INSTRUCTIONS FOR THE TASK -> The answer must consist of each line below that contains the string "edges".

-- -- --

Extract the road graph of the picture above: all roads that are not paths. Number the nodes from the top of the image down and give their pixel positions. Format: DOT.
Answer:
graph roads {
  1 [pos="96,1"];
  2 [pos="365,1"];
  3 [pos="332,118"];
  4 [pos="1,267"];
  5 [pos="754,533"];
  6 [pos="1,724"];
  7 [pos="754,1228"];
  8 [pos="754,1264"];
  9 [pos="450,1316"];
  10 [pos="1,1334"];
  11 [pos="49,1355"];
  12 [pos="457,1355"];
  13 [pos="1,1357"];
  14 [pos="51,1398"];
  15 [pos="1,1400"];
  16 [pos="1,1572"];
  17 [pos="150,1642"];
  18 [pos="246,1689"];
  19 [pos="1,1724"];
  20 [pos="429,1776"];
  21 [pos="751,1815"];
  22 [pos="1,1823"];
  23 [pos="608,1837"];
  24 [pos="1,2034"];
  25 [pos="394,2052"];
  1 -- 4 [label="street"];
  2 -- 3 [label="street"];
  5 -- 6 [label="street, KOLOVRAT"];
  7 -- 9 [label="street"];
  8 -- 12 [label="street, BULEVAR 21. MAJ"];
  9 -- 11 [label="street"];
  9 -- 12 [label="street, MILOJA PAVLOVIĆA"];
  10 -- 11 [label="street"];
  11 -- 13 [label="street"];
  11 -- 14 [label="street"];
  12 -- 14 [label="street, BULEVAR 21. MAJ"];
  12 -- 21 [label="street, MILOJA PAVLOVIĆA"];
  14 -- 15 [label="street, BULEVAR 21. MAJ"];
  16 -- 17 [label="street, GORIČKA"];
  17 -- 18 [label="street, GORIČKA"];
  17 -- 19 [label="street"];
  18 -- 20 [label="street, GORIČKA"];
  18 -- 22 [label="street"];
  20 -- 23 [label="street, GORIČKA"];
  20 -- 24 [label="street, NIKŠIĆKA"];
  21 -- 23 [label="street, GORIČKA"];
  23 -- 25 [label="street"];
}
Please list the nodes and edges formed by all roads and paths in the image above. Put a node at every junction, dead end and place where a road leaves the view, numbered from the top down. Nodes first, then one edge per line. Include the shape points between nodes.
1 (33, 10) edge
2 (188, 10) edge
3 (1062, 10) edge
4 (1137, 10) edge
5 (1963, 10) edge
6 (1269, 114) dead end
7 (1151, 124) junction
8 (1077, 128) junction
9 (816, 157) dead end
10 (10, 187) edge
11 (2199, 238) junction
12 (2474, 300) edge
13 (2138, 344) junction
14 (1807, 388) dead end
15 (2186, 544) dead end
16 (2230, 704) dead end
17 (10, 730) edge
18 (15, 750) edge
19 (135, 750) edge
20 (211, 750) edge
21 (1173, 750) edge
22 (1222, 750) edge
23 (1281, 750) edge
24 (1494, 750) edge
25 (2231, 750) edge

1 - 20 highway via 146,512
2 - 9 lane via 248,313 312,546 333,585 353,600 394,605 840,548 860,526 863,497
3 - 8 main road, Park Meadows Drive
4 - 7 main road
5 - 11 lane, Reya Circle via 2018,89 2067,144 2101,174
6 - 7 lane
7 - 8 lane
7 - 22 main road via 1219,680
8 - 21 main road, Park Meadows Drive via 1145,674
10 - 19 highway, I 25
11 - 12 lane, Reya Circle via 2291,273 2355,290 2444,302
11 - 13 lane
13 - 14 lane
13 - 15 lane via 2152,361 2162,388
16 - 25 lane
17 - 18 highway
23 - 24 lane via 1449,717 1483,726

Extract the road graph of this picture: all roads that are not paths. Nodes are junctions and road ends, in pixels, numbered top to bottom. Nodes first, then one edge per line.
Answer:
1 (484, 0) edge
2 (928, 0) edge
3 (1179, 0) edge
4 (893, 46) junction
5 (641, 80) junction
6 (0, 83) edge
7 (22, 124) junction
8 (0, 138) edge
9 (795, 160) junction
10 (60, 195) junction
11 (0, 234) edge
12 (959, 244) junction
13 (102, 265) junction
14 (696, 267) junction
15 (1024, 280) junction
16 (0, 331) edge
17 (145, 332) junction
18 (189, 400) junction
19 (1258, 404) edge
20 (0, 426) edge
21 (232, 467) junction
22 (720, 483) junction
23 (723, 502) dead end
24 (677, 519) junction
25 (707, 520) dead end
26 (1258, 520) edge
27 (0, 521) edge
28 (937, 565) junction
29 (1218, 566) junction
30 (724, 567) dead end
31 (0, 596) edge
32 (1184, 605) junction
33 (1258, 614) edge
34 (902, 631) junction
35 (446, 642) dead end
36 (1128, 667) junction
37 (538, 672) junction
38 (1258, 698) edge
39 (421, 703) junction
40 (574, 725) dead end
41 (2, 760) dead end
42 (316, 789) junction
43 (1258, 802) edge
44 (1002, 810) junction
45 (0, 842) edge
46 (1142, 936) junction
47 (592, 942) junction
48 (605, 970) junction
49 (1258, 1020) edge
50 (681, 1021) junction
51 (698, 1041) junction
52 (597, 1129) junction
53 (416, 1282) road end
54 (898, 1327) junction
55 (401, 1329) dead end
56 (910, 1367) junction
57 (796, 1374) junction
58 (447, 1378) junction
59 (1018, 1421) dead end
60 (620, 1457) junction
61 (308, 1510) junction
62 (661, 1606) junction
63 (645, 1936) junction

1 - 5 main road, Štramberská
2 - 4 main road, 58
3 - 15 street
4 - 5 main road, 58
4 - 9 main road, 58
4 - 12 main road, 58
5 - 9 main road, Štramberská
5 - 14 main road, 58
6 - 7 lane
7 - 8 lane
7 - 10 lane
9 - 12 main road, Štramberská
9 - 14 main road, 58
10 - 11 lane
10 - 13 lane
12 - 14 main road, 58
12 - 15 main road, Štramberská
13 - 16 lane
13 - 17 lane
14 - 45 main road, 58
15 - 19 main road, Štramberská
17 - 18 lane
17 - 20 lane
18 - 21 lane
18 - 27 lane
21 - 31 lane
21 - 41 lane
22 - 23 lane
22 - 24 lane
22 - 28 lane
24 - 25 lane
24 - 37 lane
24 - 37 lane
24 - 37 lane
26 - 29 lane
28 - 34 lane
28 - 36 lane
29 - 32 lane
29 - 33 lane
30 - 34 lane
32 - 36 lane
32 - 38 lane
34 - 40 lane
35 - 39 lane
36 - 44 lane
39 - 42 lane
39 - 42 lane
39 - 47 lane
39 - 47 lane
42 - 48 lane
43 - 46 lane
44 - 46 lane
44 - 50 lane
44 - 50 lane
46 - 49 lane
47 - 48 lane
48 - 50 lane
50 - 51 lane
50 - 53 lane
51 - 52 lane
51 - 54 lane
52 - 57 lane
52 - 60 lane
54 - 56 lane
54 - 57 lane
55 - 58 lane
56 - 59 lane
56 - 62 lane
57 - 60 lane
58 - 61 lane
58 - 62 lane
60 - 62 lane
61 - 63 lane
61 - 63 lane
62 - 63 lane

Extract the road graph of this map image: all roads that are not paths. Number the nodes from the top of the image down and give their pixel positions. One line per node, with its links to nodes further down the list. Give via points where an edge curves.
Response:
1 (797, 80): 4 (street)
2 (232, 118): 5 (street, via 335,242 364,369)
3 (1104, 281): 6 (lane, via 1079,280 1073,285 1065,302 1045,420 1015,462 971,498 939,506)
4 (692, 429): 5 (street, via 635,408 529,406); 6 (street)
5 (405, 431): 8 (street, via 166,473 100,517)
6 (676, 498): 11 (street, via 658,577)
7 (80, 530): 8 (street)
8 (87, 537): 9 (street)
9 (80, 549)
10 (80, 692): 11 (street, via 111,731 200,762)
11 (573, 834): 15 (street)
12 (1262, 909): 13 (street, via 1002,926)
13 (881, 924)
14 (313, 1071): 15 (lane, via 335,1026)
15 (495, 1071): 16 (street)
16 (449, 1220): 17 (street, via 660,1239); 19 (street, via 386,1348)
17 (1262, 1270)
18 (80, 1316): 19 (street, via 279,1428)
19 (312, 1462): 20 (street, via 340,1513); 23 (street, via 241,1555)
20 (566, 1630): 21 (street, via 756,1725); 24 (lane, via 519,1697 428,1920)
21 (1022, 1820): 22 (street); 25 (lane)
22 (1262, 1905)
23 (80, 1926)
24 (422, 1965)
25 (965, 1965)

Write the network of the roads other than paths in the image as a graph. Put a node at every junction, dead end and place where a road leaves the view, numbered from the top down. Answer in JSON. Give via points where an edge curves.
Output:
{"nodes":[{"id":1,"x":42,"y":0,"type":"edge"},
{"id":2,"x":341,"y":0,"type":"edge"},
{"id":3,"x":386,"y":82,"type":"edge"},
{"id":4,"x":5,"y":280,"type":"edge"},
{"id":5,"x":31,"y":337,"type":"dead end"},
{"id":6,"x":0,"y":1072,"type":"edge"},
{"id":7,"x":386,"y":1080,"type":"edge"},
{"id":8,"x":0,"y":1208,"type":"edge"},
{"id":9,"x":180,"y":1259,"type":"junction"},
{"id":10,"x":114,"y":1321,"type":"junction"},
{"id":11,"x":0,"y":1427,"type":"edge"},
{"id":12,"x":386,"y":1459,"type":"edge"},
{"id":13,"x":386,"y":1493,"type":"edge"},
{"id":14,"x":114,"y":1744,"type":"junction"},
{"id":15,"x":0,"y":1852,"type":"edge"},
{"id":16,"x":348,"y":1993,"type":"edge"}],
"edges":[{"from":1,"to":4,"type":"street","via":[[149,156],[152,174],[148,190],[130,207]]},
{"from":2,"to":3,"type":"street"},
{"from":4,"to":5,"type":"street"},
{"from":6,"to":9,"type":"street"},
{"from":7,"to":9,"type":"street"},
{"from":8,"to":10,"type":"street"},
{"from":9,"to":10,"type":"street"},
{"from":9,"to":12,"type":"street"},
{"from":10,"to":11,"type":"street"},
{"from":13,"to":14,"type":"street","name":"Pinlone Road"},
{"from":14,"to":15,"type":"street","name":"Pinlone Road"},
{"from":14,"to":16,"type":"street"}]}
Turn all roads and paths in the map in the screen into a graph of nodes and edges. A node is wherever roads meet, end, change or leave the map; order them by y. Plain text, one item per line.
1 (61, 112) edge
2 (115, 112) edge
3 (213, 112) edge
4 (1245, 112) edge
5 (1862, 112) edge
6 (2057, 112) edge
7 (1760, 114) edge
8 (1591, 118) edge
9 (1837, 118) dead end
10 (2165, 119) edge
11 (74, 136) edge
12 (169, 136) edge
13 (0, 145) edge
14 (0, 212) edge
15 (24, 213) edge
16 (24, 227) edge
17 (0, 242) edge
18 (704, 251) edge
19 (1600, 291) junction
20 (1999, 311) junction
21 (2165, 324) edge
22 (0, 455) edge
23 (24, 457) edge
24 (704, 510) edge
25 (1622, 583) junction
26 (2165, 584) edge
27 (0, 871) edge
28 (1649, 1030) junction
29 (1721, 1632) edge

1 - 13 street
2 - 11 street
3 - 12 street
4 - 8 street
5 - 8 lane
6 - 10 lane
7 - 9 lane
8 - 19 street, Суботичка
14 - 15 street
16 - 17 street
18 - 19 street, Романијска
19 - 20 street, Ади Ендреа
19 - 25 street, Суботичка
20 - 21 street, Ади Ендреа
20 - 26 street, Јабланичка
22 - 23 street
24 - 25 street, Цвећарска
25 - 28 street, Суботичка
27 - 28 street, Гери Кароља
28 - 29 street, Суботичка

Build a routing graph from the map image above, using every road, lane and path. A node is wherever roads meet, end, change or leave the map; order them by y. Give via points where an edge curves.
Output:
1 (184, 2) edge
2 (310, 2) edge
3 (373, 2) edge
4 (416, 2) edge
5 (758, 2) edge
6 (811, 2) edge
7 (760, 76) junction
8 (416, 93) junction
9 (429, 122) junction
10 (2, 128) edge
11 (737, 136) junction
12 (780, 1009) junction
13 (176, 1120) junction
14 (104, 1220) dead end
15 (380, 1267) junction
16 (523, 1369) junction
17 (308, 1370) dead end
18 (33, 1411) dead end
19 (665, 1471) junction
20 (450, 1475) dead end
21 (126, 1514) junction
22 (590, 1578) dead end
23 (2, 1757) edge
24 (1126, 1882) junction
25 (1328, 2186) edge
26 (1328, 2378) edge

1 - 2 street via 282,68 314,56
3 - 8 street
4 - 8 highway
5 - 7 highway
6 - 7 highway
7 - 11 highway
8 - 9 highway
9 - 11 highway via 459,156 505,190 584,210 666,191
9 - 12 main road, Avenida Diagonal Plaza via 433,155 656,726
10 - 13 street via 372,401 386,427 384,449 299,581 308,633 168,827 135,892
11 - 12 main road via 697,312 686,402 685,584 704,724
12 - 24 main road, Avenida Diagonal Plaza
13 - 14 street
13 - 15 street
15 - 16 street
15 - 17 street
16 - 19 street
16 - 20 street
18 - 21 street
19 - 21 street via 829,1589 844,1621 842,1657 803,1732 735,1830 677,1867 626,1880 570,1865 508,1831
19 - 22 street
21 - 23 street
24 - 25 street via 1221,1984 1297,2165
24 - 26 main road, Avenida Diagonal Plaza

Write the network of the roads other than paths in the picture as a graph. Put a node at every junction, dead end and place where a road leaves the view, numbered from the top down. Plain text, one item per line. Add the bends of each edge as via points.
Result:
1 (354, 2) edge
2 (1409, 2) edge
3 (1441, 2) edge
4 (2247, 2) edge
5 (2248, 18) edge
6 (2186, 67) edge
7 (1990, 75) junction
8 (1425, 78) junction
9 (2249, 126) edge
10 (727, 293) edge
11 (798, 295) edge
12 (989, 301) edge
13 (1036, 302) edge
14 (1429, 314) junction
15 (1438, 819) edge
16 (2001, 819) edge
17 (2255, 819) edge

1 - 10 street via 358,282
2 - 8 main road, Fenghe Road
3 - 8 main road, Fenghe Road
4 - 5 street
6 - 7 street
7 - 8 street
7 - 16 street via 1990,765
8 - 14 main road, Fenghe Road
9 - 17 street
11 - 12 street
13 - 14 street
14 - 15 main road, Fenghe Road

-- -- --

SOLUTION TO THIS TASK ->
Please list the nodes and edges formed by all roads and paths in the image above. Put a node at every junction, dead end and place where a road leaves the view, numbered from the top down. Nodes first, then one edge per line. Include the shape points between nodes.
"edges":[{"from":1,"to":4,"type":"street","via":[[149,156],[152,174],[148,190],[130,207]]},
Turn all roads and paths in the map in the screen into a graph of nodes and edges. A node is wherever roads meet, end, change or leave the map; order them by y. Plain text, one item per line.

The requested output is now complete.